La llegada de la primavera viene de la mano del buen tiempo: horario de verano, temperaturas agradables… pero también supone el inicio de las alergias propias de la época, sobre todo el polen. La Sociedad Española de Alergología e Inmunología Clínica (Seaic) calcula que la polinosis o alergia al polen afecta en España a unos ocho millones de personas, unas 300.000 en Extremadura, lo que supone el 30% de la población. Y las previsiones para este 2021 apuntan que la primavera será «muy intensa».

Tanto en Cáceres como en Badajoz los índices serán de más de 5.000 granos de polen por metro cúbico. En el resto de comunidades, según un estudio del Seiac, los niveles van ser más moderados, entre 3.000 y 5.000 granos por metro cúbico. Los pólenes más frecuentes en el sur peninsular son los olivos y las gramíneas. La contaminación y el cambio climático son las principales causas del incremento en el número de personas con alergias a pólenes, ya que éstas hacen que las vías respiratorias sean más susceptibles, al igual que las elevadas precipitaciones propician un desarrollo de la vegetación más favorable y, en consecuencia, una floración mayor.

Son muchas las personas a las que les afecta esta estación del año, y cada vez son más las que presentan por primera vez algún síntoma, incluso ya siendo adultos o ancianos que anteriormente nunca habían manifestado ningún signo de alergia. El principal agente causal de las alergias en primavera es el polen de algunas plantas: alrededor de un 20% de las personas están sensibilizadas por algún tipo de polen en concreto, pero también los ácaros del polvo son un factor clave en esta época del año. A pesar de estar presentes siempre, la primavera es su estación favorita, ya que encuentran las mejores condiciones de temperatura y humedad. 
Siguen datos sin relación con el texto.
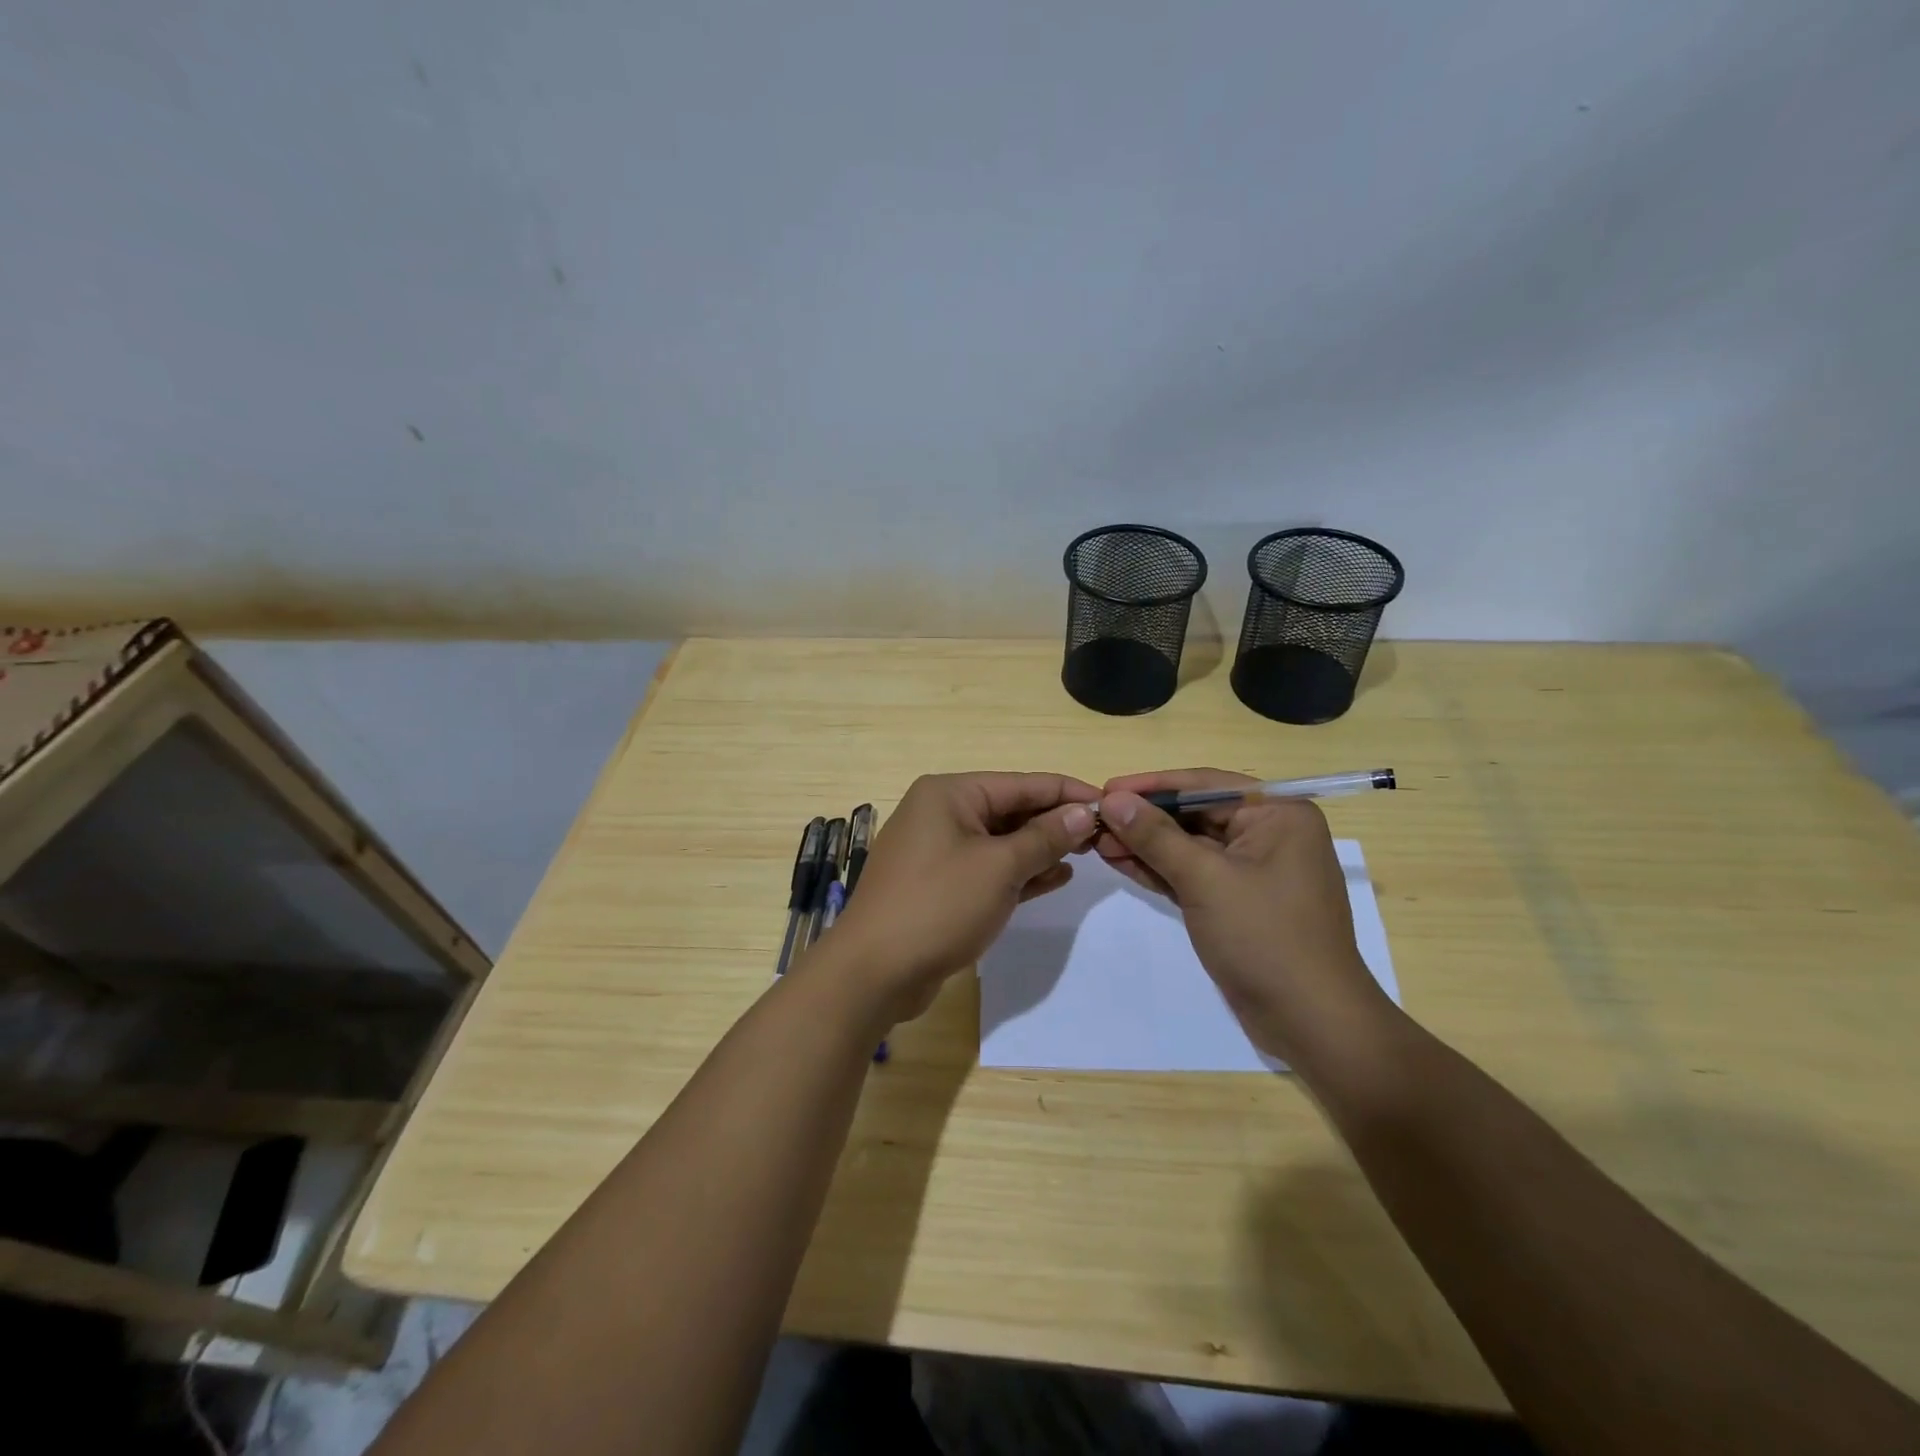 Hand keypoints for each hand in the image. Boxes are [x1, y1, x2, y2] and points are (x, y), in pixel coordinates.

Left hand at [832, 772, 1100, 1022]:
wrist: (874, 971)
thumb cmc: (938, 906)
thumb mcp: (1000, 867)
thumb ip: (1045, 837)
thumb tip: (1084, 812)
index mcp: (950, 793)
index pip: (1022, 783)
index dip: (1068, 793)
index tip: (1112, 804)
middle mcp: (941, 812)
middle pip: (1011, 809)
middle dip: (1055, 822)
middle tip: (1104, 836)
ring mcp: (938, 850)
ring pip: (1001, 840)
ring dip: (1041, 847)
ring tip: (1087, 854)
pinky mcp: (940, 884)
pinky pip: (988, 868)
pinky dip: (1019, 871)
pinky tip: (1056, 877)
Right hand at [1095, 769, 1389, 1060]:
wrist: (1311, 1022)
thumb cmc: (1265, 937)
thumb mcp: (1205, 879)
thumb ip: (1155, 836)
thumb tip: (1112, 798)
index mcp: (1277, 814)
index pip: (1204, 785)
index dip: (1151, 786)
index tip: (1106, 788)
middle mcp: (1268, 833)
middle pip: (1195, 813)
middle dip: (1144, 818)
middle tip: (1094, 820)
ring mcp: (1253, 870)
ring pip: (1189, 845)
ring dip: (1145, 844)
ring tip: (1097, 841)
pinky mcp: (1237, 901)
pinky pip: (1193, 873)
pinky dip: (1159, 869)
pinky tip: (1120, 861)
«Ya ha terminado la temporada del plátano de sombra, en estos momentos estamos con el estudio de la encina y el alcornoque, y en seguida nos centraremos en las gramíneas y el olivo, que son las que predominan con intensidad en el mes de mayo», explica Santiago Fernández Rodríguez, profesor de la Universidad de Extremadura (Uex) y coordinador del grupo de investigación Aerouex, creado en el seno de la misma. Aerouex estudia la relación entre los cambios climáticos y cómo afectan a los seres vivos, además de colaborar con la Red Española de Aerobiología (REA).

Alergia y coronavirus 

La llegada del coronavirus puede crear confusión entre la población en cuanto a síntomas provocados por las alergias. Por ello se debe tener claro cuáles son los síntomas que afectan a una cosa u otra. Principalmente los signos de alergia son ojos llorosos, mucosidad nasal transparente, picor en la nariz, garganta y paladar, congestión nasal, abundantes estornudos, dificultades respiratorias, tos y pitidos continuos. Por lo general estos últimos síntomas son más propios de asma polínico. «Podría asegurar que una persona alérgica sabría distinguir perfectamente entre los síntomas de una alergia y los síntomas del covid», afirma Fernández.  

El confinamiento contribuyó a mejorar la calidad del aire y la reducción de las enfermedades respiratorias, y el uso generalizado de la mascarilla ha ha hecho disminuir los síntomas generales y de asma. «Por supuesto que la mascarilla reducirá los síntomas a aquellas personas que padezcan una alergia», concluye Fernández. La mascarilla va a conllevar, además, reducir el consumo de medicamentos y de aerosoles.